__Your assignment__: Word for word, return each entry that follows, with every image removed.

__Provided information__:
━━━
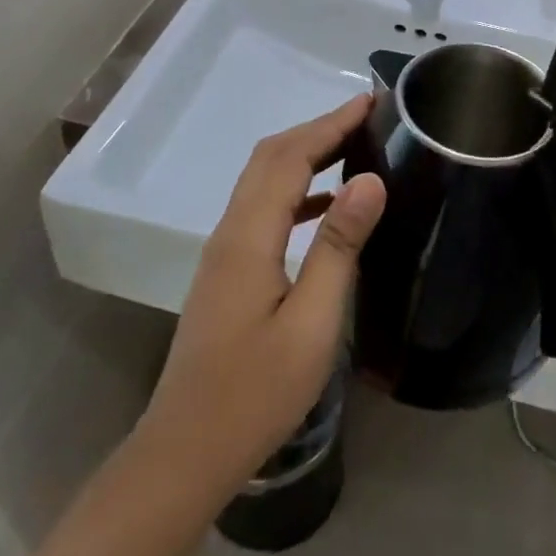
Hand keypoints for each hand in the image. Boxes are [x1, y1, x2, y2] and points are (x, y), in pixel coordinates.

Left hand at [137, 96, 386, 498]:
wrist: (186, 454)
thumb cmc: (254, 393)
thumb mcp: (311, 322)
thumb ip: (338, 246)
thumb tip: (369, 179)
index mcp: (248, 236)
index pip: (290, 157)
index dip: (330, 124)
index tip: (369, 102)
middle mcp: (230, 231)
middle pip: (271, 158)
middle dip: (318, 129)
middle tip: (366, 116)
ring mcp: (224, 251)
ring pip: (265, 180)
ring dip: (306, 155)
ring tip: (354, 147)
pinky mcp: (228, 271)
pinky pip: (265, 208)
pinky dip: (298, 190)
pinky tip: (329, 206)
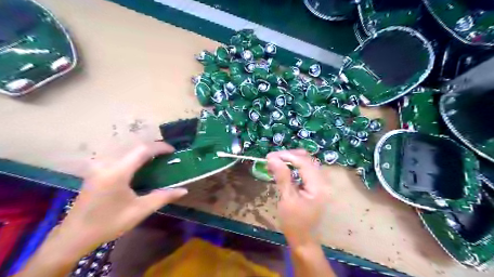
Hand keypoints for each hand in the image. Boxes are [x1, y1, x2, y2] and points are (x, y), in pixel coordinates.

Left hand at [57, 143, 187, 257]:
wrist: (74, 236)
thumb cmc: (109, 223)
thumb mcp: (139, 210)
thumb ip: (163, 197)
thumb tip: (184, 190)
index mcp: (117, 172)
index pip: (142, 150)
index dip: (160, 147)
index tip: (173, 150)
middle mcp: (106, 164)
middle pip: (134, 147)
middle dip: (152, 148)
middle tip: (167, 154)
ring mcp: (98, 166)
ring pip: (125, 150)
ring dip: (142, 151)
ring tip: (156, 158)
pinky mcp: (95, 170)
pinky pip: (117, 156)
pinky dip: (132, 156)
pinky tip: (139, 165)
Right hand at [266, 151, 326, 247]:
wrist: (303, 240)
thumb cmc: (294, 223)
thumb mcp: (287, 199)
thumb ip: (282, 177)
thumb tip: (272, 158)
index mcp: (318, 185)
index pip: (303, 162)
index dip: (286, 156)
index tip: (269, 156)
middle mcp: (323, 181)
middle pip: (307, 159)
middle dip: (288, 156)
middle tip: (271, 159)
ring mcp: (321, 183)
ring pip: (307, 162)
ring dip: (291, 159)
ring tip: (275, 162)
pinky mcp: (316, 185)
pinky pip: (306, 169)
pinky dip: (294, 166)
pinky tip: (283, 168)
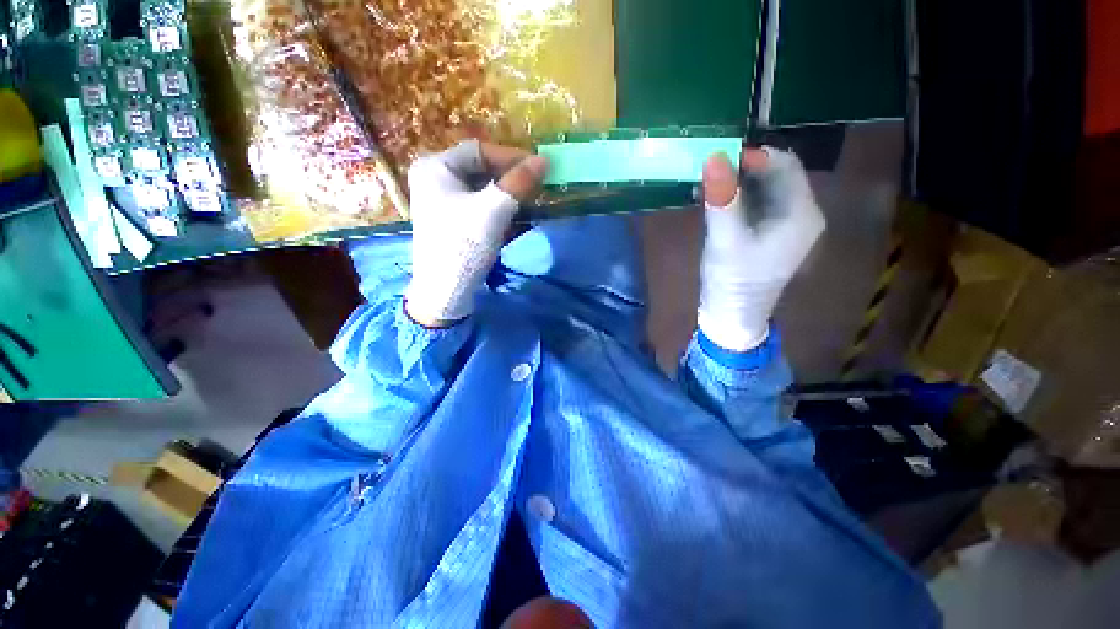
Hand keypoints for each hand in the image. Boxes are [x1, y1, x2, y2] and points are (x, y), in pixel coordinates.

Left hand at [404, 140, 548, 326]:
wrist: (444, 290)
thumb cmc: (463, 244)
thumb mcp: (493, 210)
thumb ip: (518, 182)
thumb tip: (543, 161)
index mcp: (436, 167)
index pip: (479, 150)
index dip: (510, 156)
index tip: (538, 167)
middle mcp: (434, 178)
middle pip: (480, 168)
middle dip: (509, 176)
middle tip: (535, 184)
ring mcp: (441, 201)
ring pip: (481, 188)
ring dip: (506, 192)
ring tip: (528, 199)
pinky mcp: (451, 220)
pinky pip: (478, 204)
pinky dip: (497, 207)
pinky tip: (513, 215)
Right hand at [698, 147, 825, 350]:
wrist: (732, 317)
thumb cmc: (733, 281)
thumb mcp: (725, 240)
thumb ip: (721, 199)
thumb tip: (714, 157)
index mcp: (801, 214)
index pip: (785, 165)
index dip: (754, 155)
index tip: (718, 157)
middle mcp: (800, 215)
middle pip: (776, 176)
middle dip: (743, 168)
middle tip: (710, 170)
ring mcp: (785, 227)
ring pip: (764, 189)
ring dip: (737, 182)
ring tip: (708, 184)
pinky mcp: (769, 236)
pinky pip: (757, 205)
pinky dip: (737, 198)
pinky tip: (715, 200)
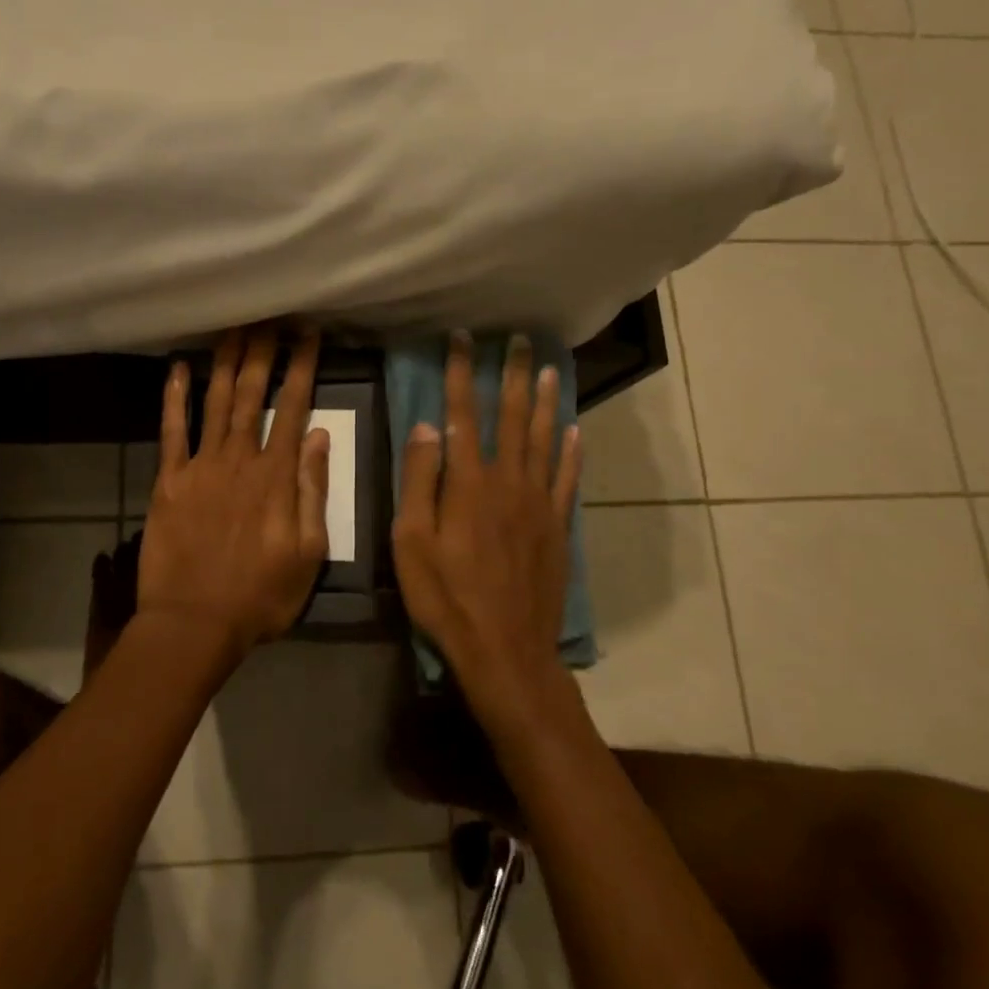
━━━
__Answer box__:
Hand keypoints for each hand in the image. Boxes are [x1, y1, x2, y2] and points are (x, y), in pixel coordinates.

Left hand at [137, 96, 386, 498]:
wrist: (186, 454)
thumb cmc: (254, 393)
thumb mcp: (311, 322)
thumb ip: (338, 246)
thumb tip: (369, 179)
index mcp: (248, 236)
index pip: (290, 157)
index dip: (330, 124)
index tip: (369, 102)
middle mcp: (230, 231)
middle pip: (271, 158)
middle dip: (318, 129)
middle tip: (366, 116)
ring mcp: (224, 251)
ring pip: (265, 180)
ring dip: (306, 155)
ring tip: (354, 147)
pinky mcp: (228, 271)
pinky pip: (265, 208)
pinky dip: (298, 190)
pinky tip: (329, 206)
Hand keypoints for each hand in the image. Boxes are [x1, y1, x2, y2] and points are (x, y), in pixel coordinates.

Left hand at [57, 143, 187, 257]:
wrist: (74, 236)
thumb cmc: (109, 223)
thumb mcp: (139, 210)
thumb ip: (163, 197)
thumb tip: (184, 190)
index mcp: (117, 172)
index pip: (142, 150)
index dip: (160, 147)
index tip: (173, 150)
middle mcp: (106, 164)
middle pip: (134, 147)
middle dip: (152, 148)
middle tip: (167, 154)
ring mcp: (98, 166)
ring pip: (125, 150)
ring dip: (142, 151)
ring tip: (156, 158)
pinky mcp: (95, 170)
pinky pip: (117, 156)
pinky dip: (132, 156)
pinky tip: (139, 165)
Right hand at [266, 151, 326, 247]:
wrist: (303, 240)
thumb cmc: (294, 223)
thumb mcp: (287, 199)
thumb ip: (282, 177)
thumb tip: (272, 158)
index mcp: (318, 185)
index pip: (303, 162)
index dip: (286, 156)
index tip: (269, 156)
middle mcp: (323, 181)
middle pip: (307, 159)
middle dip: (288, 156)
middle tip: (271, 159)
ring mcp: (321, 183)
ring pip: (307, 162)
ring dip: (291, 159)
ring tip: (275, 162)
pinky mcp: (316, 185)
pinky pip: (306, 169)
pinky dip: (294, 166)
pinky tip: (283, 168)
Hand keypoints for each hand in the image. Boxes are [x1, y1, x2, y2] and points are (x, y), in pixel coordinates.

Left hand at [404, 140, 548, 326]:
wrist: (444, 290)
thumb cmc: (463, 244)
thumb mcp: (493, 210)
thumb ip: (518, 182)
thumb tip: (543, 161)
index mcp: (436, 167)
index pip: (479, 150)
index dip: (510, 156)
index tip: (538, 167)
middle mcp: (434, 178)
middle pip: (480, 168)
middle dip: (509, 176)
middle tip: (535, 184)
ring mcp: (441, 201)
ring pip: (481, 188)
ring dip: (506, 192)
ring tip: (528, 199)
pinky mcp: (451, 220)
pinky pip: (478, 204)
pinky dip: (497, 207)
pinky tip: (513, 215)
Right hand at [698, 147, 825, 350]:
wrist: (732, 317)
thumb cmc: (733, 281)
thumb mcp: (725, 240)
thumb ip: (721, 199)
thumb tip: (714, 157)
index mcp: (801, 214)
index pip: (785, 165)
index dip: (754, 155)
index tip: (718, 157)
middle mcp: (800, 215)
middle pip: (776, 176)
middle dip: (743, 168)
middle tip: (710, 170)
ring mcp: (785, 227)
ring pip: (764, 189)
ring dip: (737, 182)
ring tip: (708, 184)
pinky mcp: (769, 236)
pinky pip: (757, 205)
pinky dip: (737, 198)
pinky tip: (715, 200)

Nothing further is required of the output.